Task goal => Every line from the line containing "thumb mcp: (883, 577)" through the final line of the data is to be printed exactly; no other line is to appear.
-- Data provided follows --
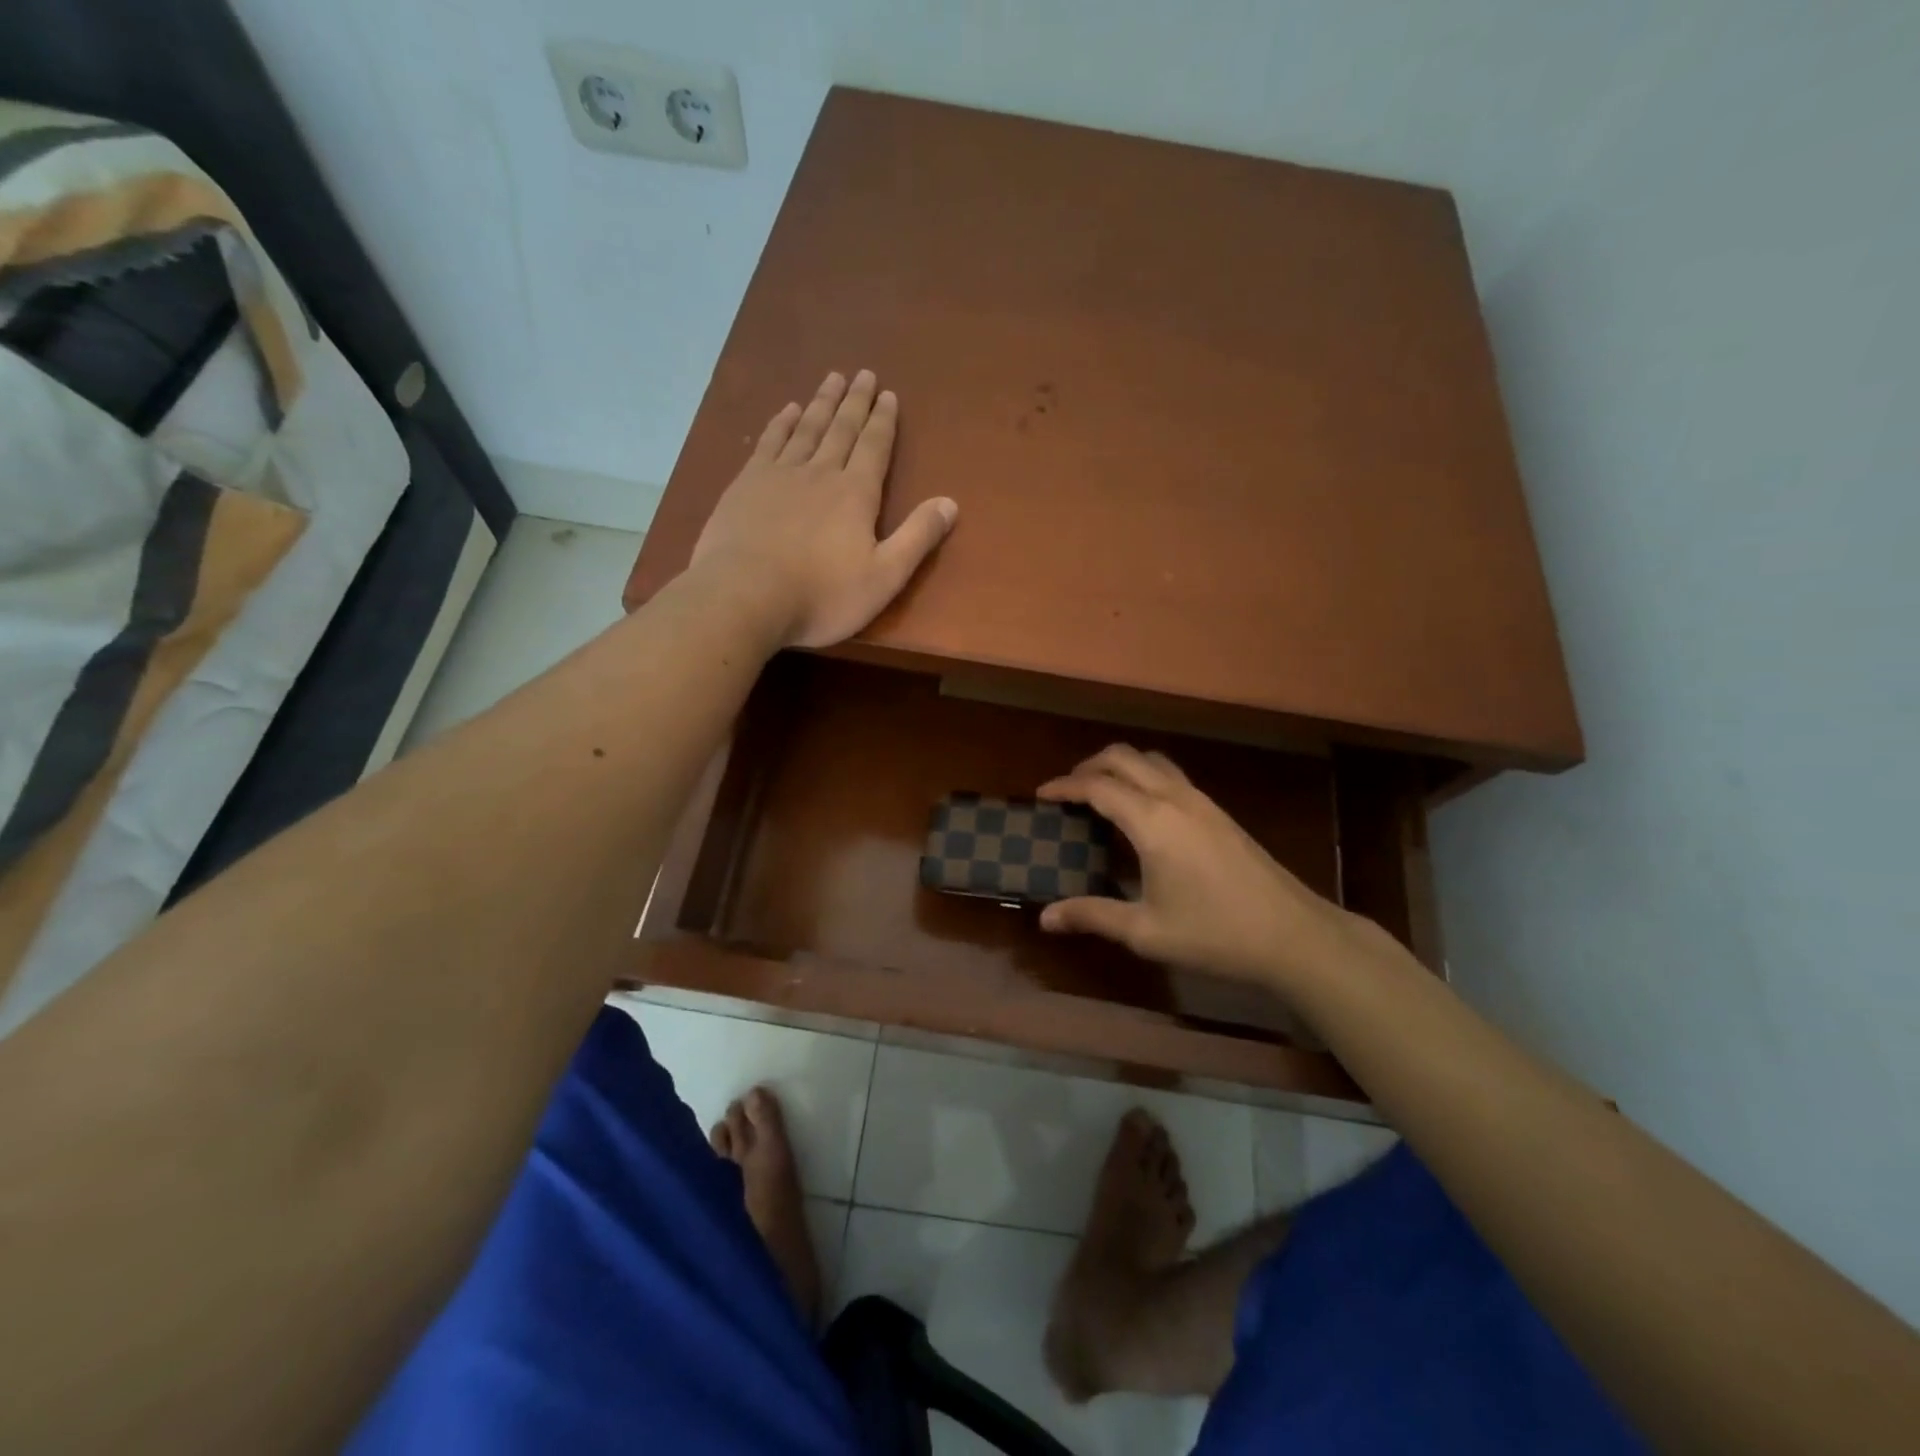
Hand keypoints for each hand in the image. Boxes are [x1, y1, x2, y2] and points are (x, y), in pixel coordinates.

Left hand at [690, 370, 957, 648]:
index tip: (888, 394)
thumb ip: (917, 538)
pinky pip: (769, 442)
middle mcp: (820, 473)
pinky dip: (781, 423)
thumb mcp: (883, 577)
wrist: (745, 596)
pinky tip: (787, 410)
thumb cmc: (821, 595)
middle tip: (863, 374)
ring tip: (832, 378)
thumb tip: (950, 502)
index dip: (883, 421)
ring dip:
-- Data provided concluded --
Final answer =>
thumb mcp: (883, 577)
wrist: (745, 596)
pinky tip: (787, 410)
thumb cmc: (821, 595)
middle tip: (863, 374)
ring tip: (832, 378)
thumb tip: (950, 502)
index dip: (883, 421)
ring dip:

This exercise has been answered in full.